In 2024, LaLiga announced a multi-year regional agreement with Bitget. Following the 2025 Wang Fuk Court fire in Tai Po, Bitget was named by Po Leung Kuk as having donated HK$3.5 million to its relief efforts.

== Legal status ==
===France===
Autorité des marchés financiers (AMF) placed Bitget on its blacklist in November 2023 for non-compliance with French regulations, and in April 2024 reminded the public that Bitget was not authorized to provide digital asset services in France. Bitget withdrew its services from France in March 2026, saying it could not comply with French regulatory requirements, and on July 9, 2026, the AMF removed bitget.com from its crypto asset blacklist.

=== Hong Kong ===
In 2023, BitgetX withdrew from Hong Kong after deciding not to seek a local virtual-asset trading licence. BGX, which shared a chief executive with BitgetX but denied being affiliated with Bitget, subsequently acquired a substantial stake in the parent company of the licensed exchange OSL.

=== Indonesia ===
In July 2024, Indonesia's communications ministry blocked the Instagram accounts of Bitget Indonesia. Bitget was operating in Indonesia without a domestic business license.

===Japan===
Japan's Financial Services Agency (FSA) warned Bitget Limited in March 2023 and November 2024 for conducting crypto asset exchange business with Japanese residents without registration. In February 2025, at the agency's request, Apple removed the apps of Bitget from its Japanese App Store.
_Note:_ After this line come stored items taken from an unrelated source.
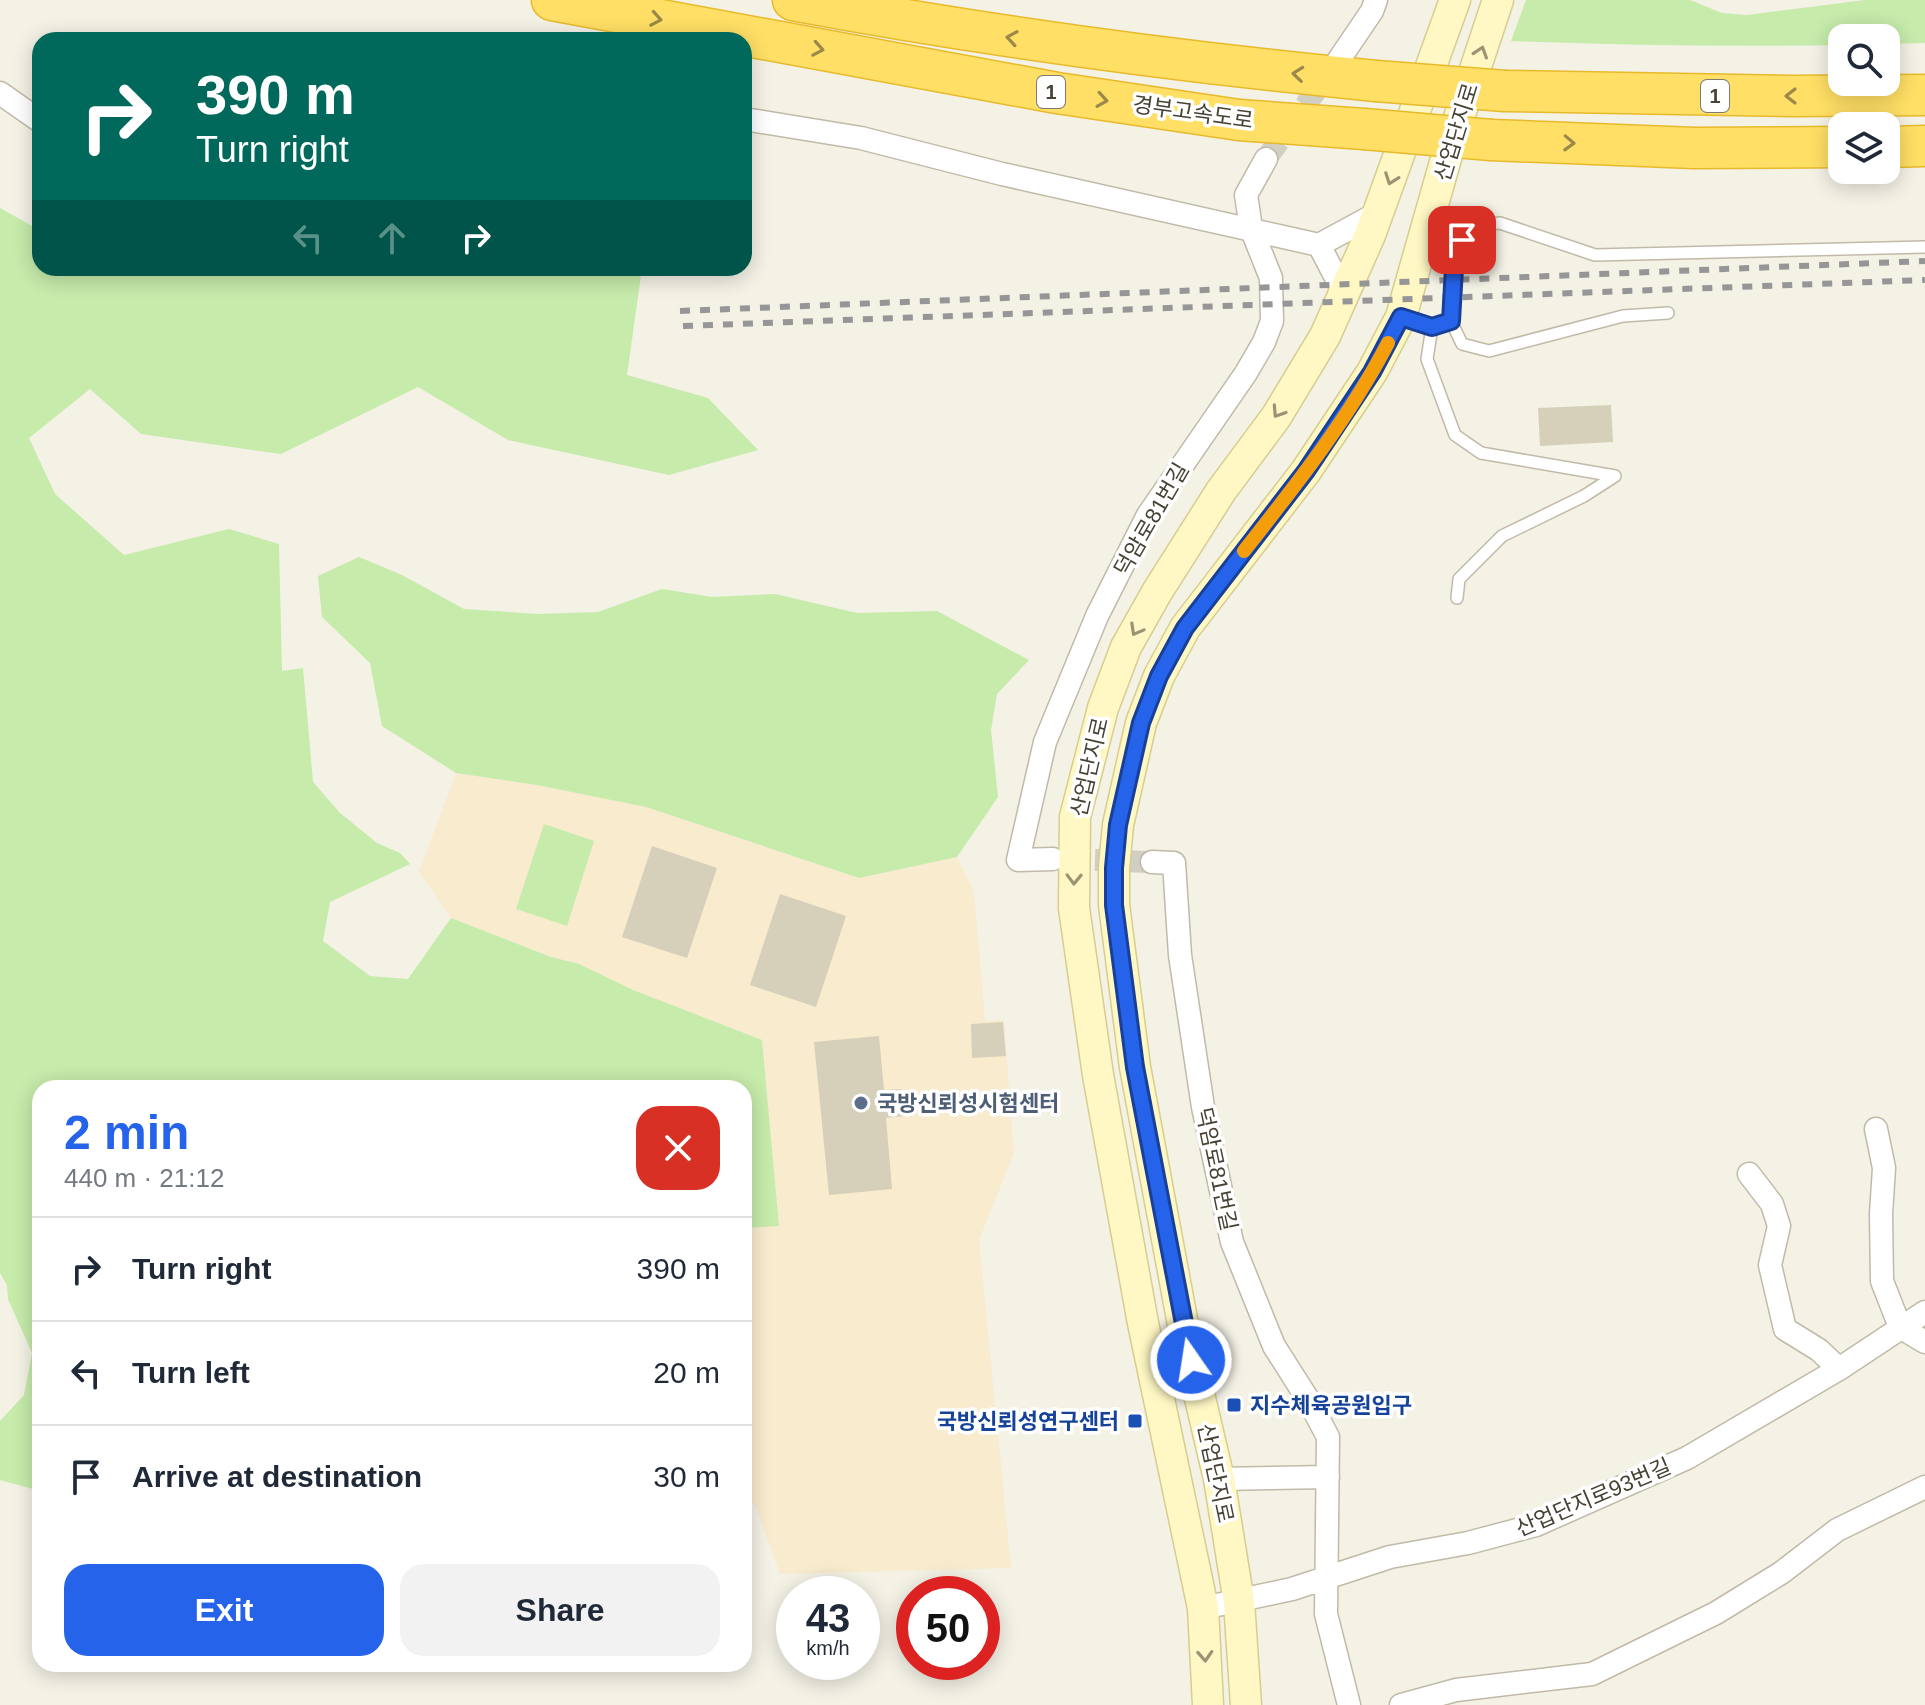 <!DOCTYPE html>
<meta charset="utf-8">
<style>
:root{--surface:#fff;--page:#f2f2f3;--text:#1f2937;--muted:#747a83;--line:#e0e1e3;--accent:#2563eb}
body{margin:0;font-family:Arial,"Noto Sans KR",sans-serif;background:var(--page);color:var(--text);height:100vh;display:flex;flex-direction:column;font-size:30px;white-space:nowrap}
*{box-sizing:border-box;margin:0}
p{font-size:26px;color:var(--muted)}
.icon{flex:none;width:44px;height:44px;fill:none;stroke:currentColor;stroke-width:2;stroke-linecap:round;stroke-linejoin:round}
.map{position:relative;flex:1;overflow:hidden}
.details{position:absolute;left:32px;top:1080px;width:720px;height:592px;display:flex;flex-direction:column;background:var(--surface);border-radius:24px;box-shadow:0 4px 20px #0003}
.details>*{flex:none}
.hud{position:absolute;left:32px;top:32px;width:720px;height:244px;border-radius:24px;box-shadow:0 4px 20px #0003;background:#00695c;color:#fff;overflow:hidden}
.fabs{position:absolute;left:1828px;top:24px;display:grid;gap:16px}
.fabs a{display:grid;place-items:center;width:72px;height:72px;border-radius:16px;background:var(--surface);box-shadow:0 4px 20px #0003;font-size:40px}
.speed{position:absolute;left:776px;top:1576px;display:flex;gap:16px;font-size:40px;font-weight:700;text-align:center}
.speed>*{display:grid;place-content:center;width:104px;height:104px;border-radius:50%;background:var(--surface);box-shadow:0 4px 20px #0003;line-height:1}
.speed small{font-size:20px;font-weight:400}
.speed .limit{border:12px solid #d22;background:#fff;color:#111}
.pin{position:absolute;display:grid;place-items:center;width:68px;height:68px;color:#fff;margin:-34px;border-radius:16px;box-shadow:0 4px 12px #0006}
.me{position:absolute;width:88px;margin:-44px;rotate:347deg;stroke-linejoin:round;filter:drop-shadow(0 0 6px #0008)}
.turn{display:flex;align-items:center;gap:28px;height:168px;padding:0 32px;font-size:36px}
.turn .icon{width:104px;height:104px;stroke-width:2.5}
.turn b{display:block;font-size:56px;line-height:68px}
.lanes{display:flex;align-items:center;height:76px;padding:0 32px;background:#0003;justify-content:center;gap:40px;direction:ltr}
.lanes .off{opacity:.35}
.round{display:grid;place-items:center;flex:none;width:84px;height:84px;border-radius:24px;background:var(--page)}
.headline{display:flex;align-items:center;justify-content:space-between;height:136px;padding:0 32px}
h1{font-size:48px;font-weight:800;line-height:60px;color:var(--accent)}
.button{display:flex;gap:16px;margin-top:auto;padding:16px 32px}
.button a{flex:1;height:92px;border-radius:24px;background:var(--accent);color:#fff;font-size:32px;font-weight:800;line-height:92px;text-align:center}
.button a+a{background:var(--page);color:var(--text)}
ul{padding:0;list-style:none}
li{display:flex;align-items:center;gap:24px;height:104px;padding:0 32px;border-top:2px solid var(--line)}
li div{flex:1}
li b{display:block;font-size:30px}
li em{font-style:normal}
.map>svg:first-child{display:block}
</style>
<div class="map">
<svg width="1925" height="1705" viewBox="0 0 1925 1705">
<rect width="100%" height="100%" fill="#f4f1e5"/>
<path fill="#f8ebce" d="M 456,773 L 537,785 L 646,807 L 859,878 L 957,857 L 974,892 L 985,1021 L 1004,1020 L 1011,1116 L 1014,1153 L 979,1240 L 1011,1568 L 780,1574 L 755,1505 L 744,1500 L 744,1228 L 779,1225 L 762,1040 L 633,990 L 579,964 L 551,957 L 451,918 L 419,872 Z"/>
<path fill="#c6ebab" d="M 1526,0 L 1690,0 L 1722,13 L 1747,15 L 1865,0 L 1925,0 L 1925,43 L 1886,44 L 1886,38 L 1842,38 L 1842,45 C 1732,47 1621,45 1511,41 Z
M 0,208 L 34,227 L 40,225 L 40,268 L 433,268 L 442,274 L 460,268 L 642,268 L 627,375 L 708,398 L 758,450 L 669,475 L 508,440 L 418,387 L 281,454 L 141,434 L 90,389 L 29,438 L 55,494 L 124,555 L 229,529 L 279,544 L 282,671 L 303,668 L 313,782 L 340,813 L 377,843 L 400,853 L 410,864 L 330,902 L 323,941 L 370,976 L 408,979 L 451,918 L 551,957 L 579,964 L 633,990 L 762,1040 L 779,1226 L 744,1228 L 744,1088 L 40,1088 L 40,1483 L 33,1489 L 0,1480 L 0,1421 L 24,1395 L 32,1353 L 8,1299 L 7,1285 L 0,1273 Z
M 359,557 L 402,575 L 464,609 L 538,614 L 598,612 L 662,589 L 712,597 L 775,594 L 857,613 L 937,611 L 1029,660 L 997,694 L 991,730 L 998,797 L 957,857 L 859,878 L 646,807 L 537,785 L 456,773 L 382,726 L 370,663 L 322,617 L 318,576 Z
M 544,824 L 594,841 L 567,926 L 516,909 Z"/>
<path fill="#d6cfba" d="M 1611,405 L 1613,442 L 1540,446 L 1538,408 Z
M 652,846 L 717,868 L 687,958 L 622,937 Z
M 780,894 L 846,916 L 816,1007 L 750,985 Z
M 1003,1022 L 1006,1056 L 972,1058 L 971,1024 Z
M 879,1036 L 884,1090 L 901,1089 L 904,1116 L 886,1118 L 892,1189 L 829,1195 L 814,1042 Z"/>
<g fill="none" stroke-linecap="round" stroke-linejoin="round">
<path stroke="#d1cec2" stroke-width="22" stroke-dasharray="22 11" stroke-linecap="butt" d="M 1266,159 L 1329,73
M 1062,859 L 1152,862"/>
<defs>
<path id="lane" d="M 1668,313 L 1623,316 L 1489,351 L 1462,344 L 1451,321 L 1454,268 L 1462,240 L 1476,225 L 1500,223 L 1595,255 L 1925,247
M 1402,318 L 1432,327 L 1427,359 L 1455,435 L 1481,453 L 1615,476 L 1584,496 L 1502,536 L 1459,579 L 1457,598"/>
<path id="street" d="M 1338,61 L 1372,11 L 1376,0
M 0,93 L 40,121
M 744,119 L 861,138 L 1002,174 L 1319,245 L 1378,213
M 1319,245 L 1344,293
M 1053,859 L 1018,860 L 1045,742 L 1097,616 L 1148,515 L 1246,373 L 1264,342 L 1272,321 L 1271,278 L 1251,228 L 1246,195 L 1266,159
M 1152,862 L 1174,863 L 1180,955 L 1203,1107 L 1232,1242 L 1274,1346 L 1309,1401 L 1328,1437 L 1326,1614 L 1349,1705
M 1876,1129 L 1884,1168 L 1881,1214 L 1882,1281 L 1900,1327 L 1925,1342
M 1749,1174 L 1772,1204 L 1779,1226 L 1770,1265 L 1785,1329 L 1819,1350 L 1839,1369
M 1219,1479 L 1328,1477
M 1203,1608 L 1292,1589 L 1390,1557 L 1468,1543 L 1536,1525 L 1687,1458 L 1839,1369 L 1925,1312
M 1401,1705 L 1456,1690 L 1592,1674 L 1716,1613 L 1781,1573 L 1837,1530 L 1925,1487"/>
<path id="secondary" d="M 1208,1705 L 1203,1608 L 1143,1323 L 1098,1075 L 1074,908 L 1075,817 L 1103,708 L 1126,647 L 1157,592 L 1221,491 L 1276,417 L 1325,336 L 1370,235 L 1455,0
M 1246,1705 L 1239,1602 L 1219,1479 L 1184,1330 L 1135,1067 L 1114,905 L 1114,868 L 1118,825 L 1141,723 L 1159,676 L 1185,628 L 1306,471 L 1372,372 L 1401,317 L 1449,148 L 1498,0"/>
<path id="highway" d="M 552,0 L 1057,93 L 1239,120 L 1364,129
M 793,0 C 986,36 1180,62 1376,81
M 1505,91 L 1792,96 L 1925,95
M 1491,140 L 1694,148 L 1842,147
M 1886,147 L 1925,146"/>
</defs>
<use href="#lane" stroke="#c0baa7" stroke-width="14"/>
<use href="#street" stroke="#c0baa7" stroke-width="25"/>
<use href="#secondary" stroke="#d7cd91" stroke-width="33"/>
<use href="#highway" stroke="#e8ba2b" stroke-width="43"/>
<use href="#lane" stroke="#fff" stroke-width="11"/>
<use href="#street" stroke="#fff" stroke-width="22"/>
<use href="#secondary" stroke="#fff8c4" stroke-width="30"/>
<use href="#highway" stroke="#ffdf65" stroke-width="40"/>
<path stroke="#969696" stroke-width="6" stroke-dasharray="10 10" stroke-linecap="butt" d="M 680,311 L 1925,261
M 683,326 L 1925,280"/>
<defs>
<path id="highway-bridge" d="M 1376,81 L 1505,91
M 1364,129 L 1491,140"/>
</defs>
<use href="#highway-bridge" stroke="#e8ba2b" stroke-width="43" stroke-linecap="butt"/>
<use href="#highway-bridge" stroke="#ffdf65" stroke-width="40"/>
</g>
<defs><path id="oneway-chevron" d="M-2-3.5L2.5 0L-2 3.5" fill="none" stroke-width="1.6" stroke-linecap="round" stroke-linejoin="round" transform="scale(2)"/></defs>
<g stroke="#9a894a">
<use href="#oneway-chevron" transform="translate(656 19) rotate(10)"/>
<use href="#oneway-chevron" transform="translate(1012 38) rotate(-171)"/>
<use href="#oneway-chevron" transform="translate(818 49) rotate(10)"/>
<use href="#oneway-chevron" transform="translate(1298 74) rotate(-174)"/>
<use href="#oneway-chevron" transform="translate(1791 96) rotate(-180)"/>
<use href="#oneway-chevron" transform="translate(1102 100) rotate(9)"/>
<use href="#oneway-chevron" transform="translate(1569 143) rotate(2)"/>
</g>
<g stroke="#9a9475">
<use href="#oneway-chevron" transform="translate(1481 52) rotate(-72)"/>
<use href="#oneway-chevron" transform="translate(1391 179) rotate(110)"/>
<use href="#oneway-chevron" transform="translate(1278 412) rotate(123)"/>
<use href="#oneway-chevron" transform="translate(1136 630) rotate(119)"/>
<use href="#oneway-chevron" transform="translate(1074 879) rotate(91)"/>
<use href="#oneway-chevron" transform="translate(1205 1656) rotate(87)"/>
</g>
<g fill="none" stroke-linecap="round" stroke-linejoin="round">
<defs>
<path id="route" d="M 1191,1360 L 1135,1067 L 1114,905 L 1114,868 L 1118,825 L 1141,723 L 1159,676 L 1185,628 L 1306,471 L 1372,372 L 1401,317 L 1432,327 L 1451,321 L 1454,268 L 1462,240"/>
</defs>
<use href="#route" stroke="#184099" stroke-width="20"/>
<use href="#route" stroke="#2563eb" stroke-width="14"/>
<path stroke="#f59e0b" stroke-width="14" d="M 1244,551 C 1296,485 1349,418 1388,343"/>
</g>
<circle fill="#5c6f8a" stroke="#fff" stroke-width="3" cx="861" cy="1103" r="8"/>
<g fill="#1a4fb4" stroke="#fff" stroke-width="3">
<rect x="1226" y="1397" width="16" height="16" rx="4"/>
<rect x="1127" y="1413" width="16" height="16" rx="4"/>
</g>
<g text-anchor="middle" stroke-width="7" stroke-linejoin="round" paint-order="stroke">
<g fill="#fff" stroke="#7e7b71" stroke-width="2">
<rect x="1037" y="76" width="28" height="32" rx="6"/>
<rect x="1701" y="80" width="28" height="32" rx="6"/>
</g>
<g font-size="20" font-weight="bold" fill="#474234">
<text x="1051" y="99">1</text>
<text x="1715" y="103">1</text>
</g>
<g font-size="22" fill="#474234" stroke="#fff">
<text transform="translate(1193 112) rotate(8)" y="8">경부고속도로</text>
<text transform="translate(1456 132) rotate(-73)" y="8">산업단지로</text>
<text transform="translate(1151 519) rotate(-60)" y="8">덕암로81번길</text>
<text transform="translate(1089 767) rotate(-77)" y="8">산업단지로</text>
<text transform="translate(1217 1169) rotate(78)" y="8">덕암로81번길</text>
<text transform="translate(1216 1473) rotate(78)" y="8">산업단지로</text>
<text transform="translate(1593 1497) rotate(-23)" y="8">산업단지로93번길</text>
</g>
<g font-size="22" font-weight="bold" fill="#4e5e75" stroke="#fff" text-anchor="start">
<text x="877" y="1111">국방신뢰성시험센터</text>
</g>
<g font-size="22" font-weight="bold" fill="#164399" stroke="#fff" text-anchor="start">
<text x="1250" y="1413">지수체육공원입구</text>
<text x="1119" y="1429" text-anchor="end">국방신뢰성연구센터</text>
</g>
</g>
</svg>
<div class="fabs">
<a><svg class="icon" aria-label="search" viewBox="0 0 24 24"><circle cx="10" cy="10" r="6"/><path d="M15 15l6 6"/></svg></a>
<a><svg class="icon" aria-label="layers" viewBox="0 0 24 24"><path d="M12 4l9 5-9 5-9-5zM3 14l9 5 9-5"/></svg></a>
</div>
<div class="speed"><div>43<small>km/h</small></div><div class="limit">50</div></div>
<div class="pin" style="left:1462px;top:240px;background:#d93025"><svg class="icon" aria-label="arrive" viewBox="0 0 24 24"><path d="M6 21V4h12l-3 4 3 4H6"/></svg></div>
<svg class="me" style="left:1191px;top:1360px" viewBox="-20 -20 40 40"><circle r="17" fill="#2563eb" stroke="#fff" stroke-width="3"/><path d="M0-11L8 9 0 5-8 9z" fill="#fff"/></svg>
<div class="hud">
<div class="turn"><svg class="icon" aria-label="right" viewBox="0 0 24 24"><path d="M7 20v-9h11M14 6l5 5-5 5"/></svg><div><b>390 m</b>Turn right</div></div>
<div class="lanes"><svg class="icon off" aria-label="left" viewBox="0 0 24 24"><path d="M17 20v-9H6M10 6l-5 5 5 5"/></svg><svg class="icon off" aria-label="ahead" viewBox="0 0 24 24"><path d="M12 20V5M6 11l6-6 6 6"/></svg><svg class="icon" aria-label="right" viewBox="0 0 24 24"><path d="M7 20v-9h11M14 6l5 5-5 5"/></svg></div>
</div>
<section class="details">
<div class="headline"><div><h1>2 min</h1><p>440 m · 21:12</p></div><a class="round" style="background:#d93025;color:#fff"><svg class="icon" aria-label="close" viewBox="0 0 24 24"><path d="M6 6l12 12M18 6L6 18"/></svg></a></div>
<ul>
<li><svg class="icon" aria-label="right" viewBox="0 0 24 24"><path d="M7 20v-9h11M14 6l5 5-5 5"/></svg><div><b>Turn right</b></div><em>390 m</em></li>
<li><svg class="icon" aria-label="left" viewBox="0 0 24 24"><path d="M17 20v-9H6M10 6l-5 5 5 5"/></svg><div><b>Turn left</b></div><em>20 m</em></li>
<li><svg class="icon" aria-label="arrive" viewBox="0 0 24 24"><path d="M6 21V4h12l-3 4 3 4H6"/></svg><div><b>Arrive at destination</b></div><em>30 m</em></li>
</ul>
<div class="button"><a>Exit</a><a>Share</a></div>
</section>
</div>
In June 2025, the FSA also added BTG Technology Holdings Limited, which provides the Bitget service, to its list of unregistered operators that had been sent warning letters, for soliciting over-the-counter derivatives trading over the internet.

===Philippines===
In August 2025, the Philippine Securities and Exchange Commission named Bitget among ten unregistered crypto platforms, and the telecommunications company PLDT blocked access to them on the order of the National Telecommunications Commission.

=== Singapore ===
In 2021, Singapore's financial regulator suspended Bitget's operations in the country over allegations of misleading promotion of the token named after the BTS fanbase. BTS's management company Hybe threatened legal action over its promotion. Bitget subsequently announced that it would delist ARMY, while allowing withdrawals for a limited period.

===Turkey===
Bitget began operating in Turkey in June 2023 through a local subsidiary, Bitget Teknoloji. In August 2024, the subsidiary, which had filed a declaration of liquidation with the Capital Markets Board of Turkey, announced that it would stop operating in Turkey and that all of its shares had been bought by METX Dijital, the owner of the CoinTR exchange.

=== United Kingdom ===
In 2024, Bitget ceased serving users in the United Kingdom (UK) in response to the Financial Conduct Authority's (FCA) ban on retail cryptocurrency derivatives. Later this year, the exchange relaunched its UK website after obtaining approval for its financial promotions from Archax.